コラム

「ナノ経済」って?

日経ビジネスの今週号(10/31)は「ネット消費の真の支配者」というタイトルでGoogleとamazonを中心にネット関連のマーケティングを特集していました。
記事の中で、「ナノ経済」「ナノマーケティング」という表現が目につきました。
大きな見出しにはなっていませんが、流行の表現になれるか探りをいれているような印象です。
「ネット経済」「ネットマーケティング」の言い換えに過ぎませんが、ネットが媒体の具体的表現なのに対して「ナノ」は抽象度が高く、ネットが実現した新しい価値を想像させます。
記事の中から、「ナノ経済」「ナノマーケティング」の意味するところを探ると、
「マスとしてのつながりしかできなかった生産者(販売者)と消費者が最小単位の個人と個別工場(店)とつながることで不可能だった新しい市場ができている。」
ということになります。
それは、検索連動型広告で可能になり、それを支えているのがネット検索技術の進化であるとなっています。
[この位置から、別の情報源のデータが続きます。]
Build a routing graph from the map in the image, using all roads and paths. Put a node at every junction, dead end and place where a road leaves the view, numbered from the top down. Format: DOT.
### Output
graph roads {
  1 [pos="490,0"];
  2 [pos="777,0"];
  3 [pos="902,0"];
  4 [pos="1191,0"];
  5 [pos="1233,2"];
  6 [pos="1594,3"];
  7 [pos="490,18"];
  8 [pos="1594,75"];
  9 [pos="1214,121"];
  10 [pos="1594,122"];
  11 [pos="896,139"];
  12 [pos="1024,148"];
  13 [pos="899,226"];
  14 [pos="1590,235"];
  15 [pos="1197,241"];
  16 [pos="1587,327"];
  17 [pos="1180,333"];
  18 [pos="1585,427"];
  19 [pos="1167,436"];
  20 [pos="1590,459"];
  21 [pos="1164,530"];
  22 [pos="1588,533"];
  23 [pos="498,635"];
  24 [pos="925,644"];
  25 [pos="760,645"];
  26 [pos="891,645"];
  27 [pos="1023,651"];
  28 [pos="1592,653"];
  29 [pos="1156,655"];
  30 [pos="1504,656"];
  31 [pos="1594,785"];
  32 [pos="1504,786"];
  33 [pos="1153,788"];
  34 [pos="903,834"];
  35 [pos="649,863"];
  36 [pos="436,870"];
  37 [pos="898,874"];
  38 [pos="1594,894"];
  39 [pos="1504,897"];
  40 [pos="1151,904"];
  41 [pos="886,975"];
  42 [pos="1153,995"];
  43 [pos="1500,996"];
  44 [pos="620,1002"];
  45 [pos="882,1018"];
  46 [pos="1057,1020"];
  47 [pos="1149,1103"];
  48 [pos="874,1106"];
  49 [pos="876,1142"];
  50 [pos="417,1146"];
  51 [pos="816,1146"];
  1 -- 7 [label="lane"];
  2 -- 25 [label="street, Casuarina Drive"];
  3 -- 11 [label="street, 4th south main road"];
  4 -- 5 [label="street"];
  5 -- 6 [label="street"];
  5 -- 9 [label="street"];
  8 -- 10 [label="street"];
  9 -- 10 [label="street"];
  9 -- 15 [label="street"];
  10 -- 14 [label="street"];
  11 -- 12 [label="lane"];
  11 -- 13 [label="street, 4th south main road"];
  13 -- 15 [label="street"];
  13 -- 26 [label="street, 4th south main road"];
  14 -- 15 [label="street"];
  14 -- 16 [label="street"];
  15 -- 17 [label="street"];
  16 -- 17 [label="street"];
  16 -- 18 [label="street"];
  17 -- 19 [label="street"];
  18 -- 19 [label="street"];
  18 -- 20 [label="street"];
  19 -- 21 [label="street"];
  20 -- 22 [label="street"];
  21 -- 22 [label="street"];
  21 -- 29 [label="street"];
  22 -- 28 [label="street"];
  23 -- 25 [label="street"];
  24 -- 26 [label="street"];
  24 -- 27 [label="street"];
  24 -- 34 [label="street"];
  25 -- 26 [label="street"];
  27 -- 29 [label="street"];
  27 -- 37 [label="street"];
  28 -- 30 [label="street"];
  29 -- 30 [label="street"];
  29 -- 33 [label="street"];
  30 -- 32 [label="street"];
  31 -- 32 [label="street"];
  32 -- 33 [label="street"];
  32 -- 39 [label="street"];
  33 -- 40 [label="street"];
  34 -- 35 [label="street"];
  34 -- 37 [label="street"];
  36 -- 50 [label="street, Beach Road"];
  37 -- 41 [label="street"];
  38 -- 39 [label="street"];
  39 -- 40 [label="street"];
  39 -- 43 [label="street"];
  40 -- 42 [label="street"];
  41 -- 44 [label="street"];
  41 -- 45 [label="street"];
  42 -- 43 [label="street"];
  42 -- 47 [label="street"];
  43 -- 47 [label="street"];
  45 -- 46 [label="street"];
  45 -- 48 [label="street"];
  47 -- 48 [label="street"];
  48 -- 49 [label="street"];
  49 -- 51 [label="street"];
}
「全世界に広がる全ての情報にだれでも到達できるようにする」というGoogleやネット通販のプラットフォームをかつてのスパーマーケットのチェーンオペレーションのように使い、検索技術によって消費者を囲い込むamazonがナノマーケティングの典型としてとりあげられています。
さらに検索連動型広告は、巨大企業だけでなく規模として「ナノ」な零細企業と世界中の消費者をつなぐことでナノ経済、ナノマーケティングを実現しているとなります。
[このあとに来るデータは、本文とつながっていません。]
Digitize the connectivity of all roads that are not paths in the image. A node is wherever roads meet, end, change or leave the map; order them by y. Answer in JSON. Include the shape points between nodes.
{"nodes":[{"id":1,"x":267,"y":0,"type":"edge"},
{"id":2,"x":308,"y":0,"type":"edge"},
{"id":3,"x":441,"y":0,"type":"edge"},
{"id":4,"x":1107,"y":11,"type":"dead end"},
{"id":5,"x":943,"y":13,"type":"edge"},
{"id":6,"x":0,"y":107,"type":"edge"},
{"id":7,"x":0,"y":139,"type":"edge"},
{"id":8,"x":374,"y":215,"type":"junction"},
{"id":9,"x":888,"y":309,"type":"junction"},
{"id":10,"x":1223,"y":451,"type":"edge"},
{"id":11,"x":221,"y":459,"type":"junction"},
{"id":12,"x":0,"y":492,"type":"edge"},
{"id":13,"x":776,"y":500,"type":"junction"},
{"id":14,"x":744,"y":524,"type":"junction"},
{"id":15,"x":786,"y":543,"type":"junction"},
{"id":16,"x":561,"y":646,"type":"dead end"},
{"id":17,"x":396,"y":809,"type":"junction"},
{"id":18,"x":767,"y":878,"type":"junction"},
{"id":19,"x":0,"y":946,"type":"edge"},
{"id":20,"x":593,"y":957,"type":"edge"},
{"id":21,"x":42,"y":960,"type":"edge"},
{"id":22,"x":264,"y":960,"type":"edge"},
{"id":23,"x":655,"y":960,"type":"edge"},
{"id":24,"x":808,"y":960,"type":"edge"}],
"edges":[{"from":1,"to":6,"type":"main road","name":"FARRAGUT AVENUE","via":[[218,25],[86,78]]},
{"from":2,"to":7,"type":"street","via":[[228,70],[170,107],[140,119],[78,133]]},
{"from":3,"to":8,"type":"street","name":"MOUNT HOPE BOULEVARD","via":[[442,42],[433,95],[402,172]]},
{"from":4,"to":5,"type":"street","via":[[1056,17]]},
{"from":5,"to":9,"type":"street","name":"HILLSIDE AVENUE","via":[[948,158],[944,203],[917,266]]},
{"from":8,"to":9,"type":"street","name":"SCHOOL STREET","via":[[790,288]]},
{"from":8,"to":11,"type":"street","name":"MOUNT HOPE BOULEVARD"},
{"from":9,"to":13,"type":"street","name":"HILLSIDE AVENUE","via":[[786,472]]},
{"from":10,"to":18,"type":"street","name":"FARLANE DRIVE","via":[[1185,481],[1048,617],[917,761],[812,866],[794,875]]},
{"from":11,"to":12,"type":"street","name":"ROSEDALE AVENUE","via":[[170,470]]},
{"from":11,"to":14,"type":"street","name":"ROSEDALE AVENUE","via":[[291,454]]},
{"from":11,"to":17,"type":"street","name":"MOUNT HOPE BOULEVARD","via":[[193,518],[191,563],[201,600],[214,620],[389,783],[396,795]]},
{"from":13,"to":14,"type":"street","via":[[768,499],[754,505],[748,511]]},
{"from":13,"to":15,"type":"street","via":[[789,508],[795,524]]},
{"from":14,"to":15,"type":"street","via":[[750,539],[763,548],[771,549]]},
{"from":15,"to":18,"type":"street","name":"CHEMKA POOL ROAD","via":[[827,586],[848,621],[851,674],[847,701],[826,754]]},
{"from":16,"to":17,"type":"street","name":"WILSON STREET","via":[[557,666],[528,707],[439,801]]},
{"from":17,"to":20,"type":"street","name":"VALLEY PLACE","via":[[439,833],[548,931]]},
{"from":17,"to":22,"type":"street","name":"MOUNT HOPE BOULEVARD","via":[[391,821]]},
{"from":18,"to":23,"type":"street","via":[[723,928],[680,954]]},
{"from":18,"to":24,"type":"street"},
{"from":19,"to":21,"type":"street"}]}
このことは、存在として「ナノ」な消費者個人の方向からみれば、全世界に買い物先(店)が広がったことになるわけで、双方にとってメリットがあるのだから、今後は全てがナノマーケティングになる(とは書かれてませんが)という勢いです。

ここで、ナノマーケティングなりナノ経済というような表現を使うほどの変化なのかという疑問がわきます。
CRM、1to1といった概念と大差はないといえます。その昔の大衆vs小衆・分衆と似たところもあります。
これは「マスコミ的上滑り表現」で終わる気がします。